As in my first blog, this piece will pay tribute to Quentin Tarantino. But, it is in his choice of Music Director for the motion picture, Django Unchained and the Hateful Eight that we will concentrate on. Ennio Morricone was 87 years young when he won best Musical Score at the Oscars in 2016 for Tarantino’s The Hateful Eight.
Tarantino brought Morricone back to the table for 2012’s Django Unchained, more than forty years after the octogenarian wrote the original score for Django in 1966! Tarantino sets the scene not too unlike the Old Wild West. Jamie Foxx plays the title role of Django. In this opening scene Django is being led, barefoot, bare chested, scarred and in chains through the scorched earth.
Here we learn that Django has been sold in to the slave trade. A theme that would drive the film forward to Candyland where we meet Amerigo Vesseppi (Franco Nero). Here Tarantino is paying homage to Sergio Corbucci’s 1966 film Django, in which Franco Nero played Django (-the D is silent).
The film, as in much, if not all of Tarantino’s films, features a great soundtrack. With fourteen songs in total, Morricone contributes to at least three of these http://www.allmusic.com/album/quentin-tarantinos-django-unchained-original-motion-picture-soundtrack-mw0002891872
Then in 2016 Morricone and Tarantino went on to enjoy further success with their partnership on The Hateful Eight, with Tarantino accepting the award for Best Original Score on the octogenarians behalf.
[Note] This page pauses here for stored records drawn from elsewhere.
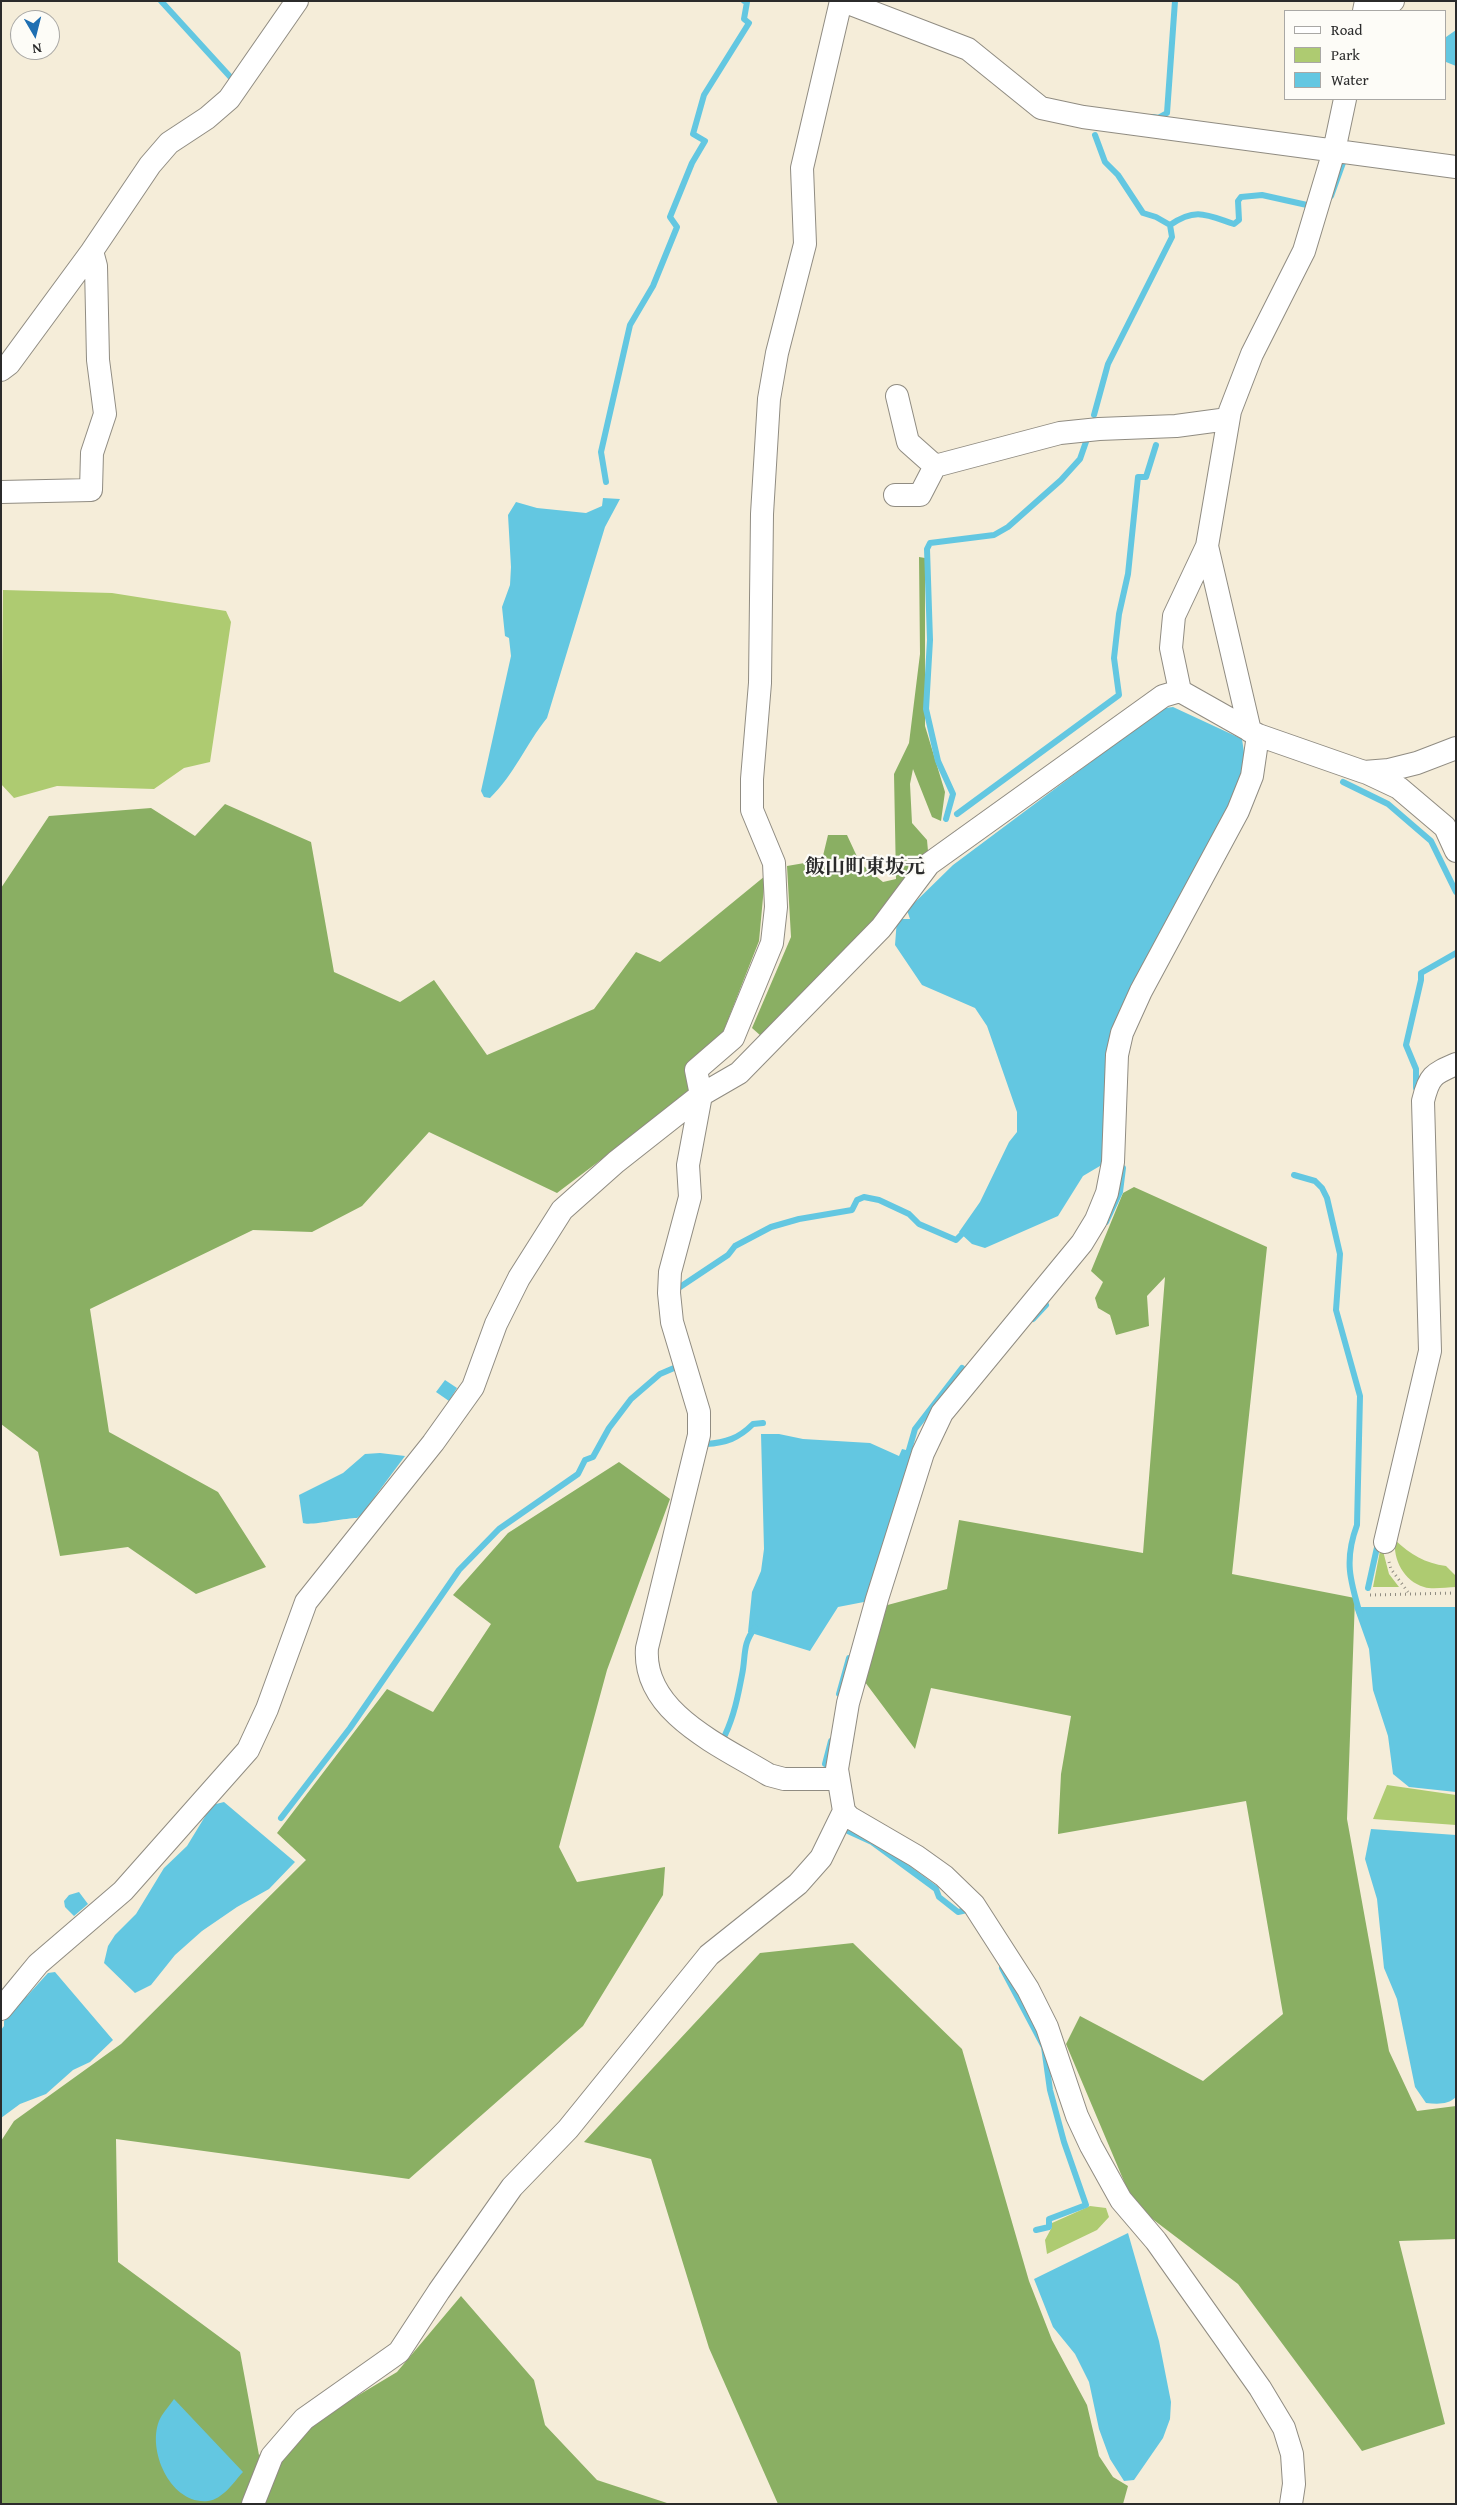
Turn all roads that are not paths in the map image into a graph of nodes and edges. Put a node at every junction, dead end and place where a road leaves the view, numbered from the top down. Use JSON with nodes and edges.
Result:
{"nodes":[{"id":1,"x":297,"y":1,"type":"edge"},
{"id":2,"x":842,"y":1,"type":"edge"},
{"id":3,"x":1345,"y":100,"type":"edge"},
{"id":4,"x":1334,"y":151,"type":"junction"},
{"id":5,"x":1456,"y":167,"type":"edge"},
{"id":6,"x":92,"y":251,"type":"junction"},
{"id":7,"x":1,"y":370,"type":"edge"},
{"id":8,"x":897,"y":396,"type":"dead end"},
{"id":9,"x":1228,"y":419,"type":"junction"},
{"id":10,"x":935,"y":466,"type":"junction"},
{"id":11,"x":1,"y":492,"type":"edge"},
{"id":12,"x":895,"y":496,"type":"dead end"},
{"id":13,"x":1206,"y":546,"type":"junction"},
{"id":14,"x":1180,"y":691,"type":"junction"},
{"id":15,"x":1254,"y":733,"type":"junction"},
{"id":16,"x":1456,"y":748,"type":"edge"},
{"id":17,"x":1364,"y":772,"type":"junction"},
{"id":18,"x":1456,"y":851,"type":"edge"},
{"id":19,"x":1456,"y":1064,"type":"edge"},
{"id":20,"x":701,"y":1094,"type":"junction"},
{"id":21,"x":1385,"y":1542,"type":"road end"},
{"id":22,"x":838,"y":1779,"type":"junction"},
{"id":23,"x":844,"y":1811,"type":"junction"},
{"id":24,"x":1,"y":2009,"type":"edge"},
{"id":25,"x":253,"y":2504,"type":"edge"},
{"id":26,"x":1291,"y":2504,"type":"edge"}],
"edges":[{"from":1,"to":6,"type":"street"},
{"from":2,"to":4,"type":"street"},
{"from":2,"to":20,"type":"street"},
{"from":3,"to":4,"type":"street"},
{"from":4,"to":5,"type":"street"},
{"from":4,"to":9,"type":"street"},
{"from":6,"to":7,"type":"street"},
{"from":6,"to":11,"type":"street"},
{"from":8,"to":10,"type":"street"},
{"from":9,"to":10,"type":"street"},
{"from":9,"to":13,"type":"street"},
{"from":10,"to":12,"type":"street"},
{"from":13,"to":14,"type":"street"},
{"from":13,"to":15,"type":"street"},
{"from":14,"to":15,"type":"street"},
{"from":14,"to":20,"type":"street"},
{"from":15,"to":17,"type":"street"},
{"from":15,"to":22,"type":"street"},
{"from":16,"to":17,"type":"street"},
{"from":17,"to":18,"type":"street"},
{"from":19,"to":21,"type":"street"},
{"from":20,"to":22,"type":"street"},
{"from":20,"to":24,"type":"street"},
{"from":22,"to":23,"type":"street"},
{"from":23,"to":25,"type":"street"},
{"from":23,"to":26,"type":"street"}]}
Mid way through Eight, Morricone scores Sister Sara’s theme and it is this piece of music that took me back to my childhood when I would watch Spaghetti westerns with my father. Clint Eastwood was our favorite cowboy/outlaw. Butch Cassidy and the Sundance Kid were a close second for me, though to be honest, I much preferred Newman and Redford in The Sting, with the latter being excellent as Bob Woodward in 1973’s all the President’s Men. For now, we thank Morricone for composing his pieces with Tarantino and maybe some day we will see the pair collaborate again before they take the long ride in to the sunset. Come back soon Django!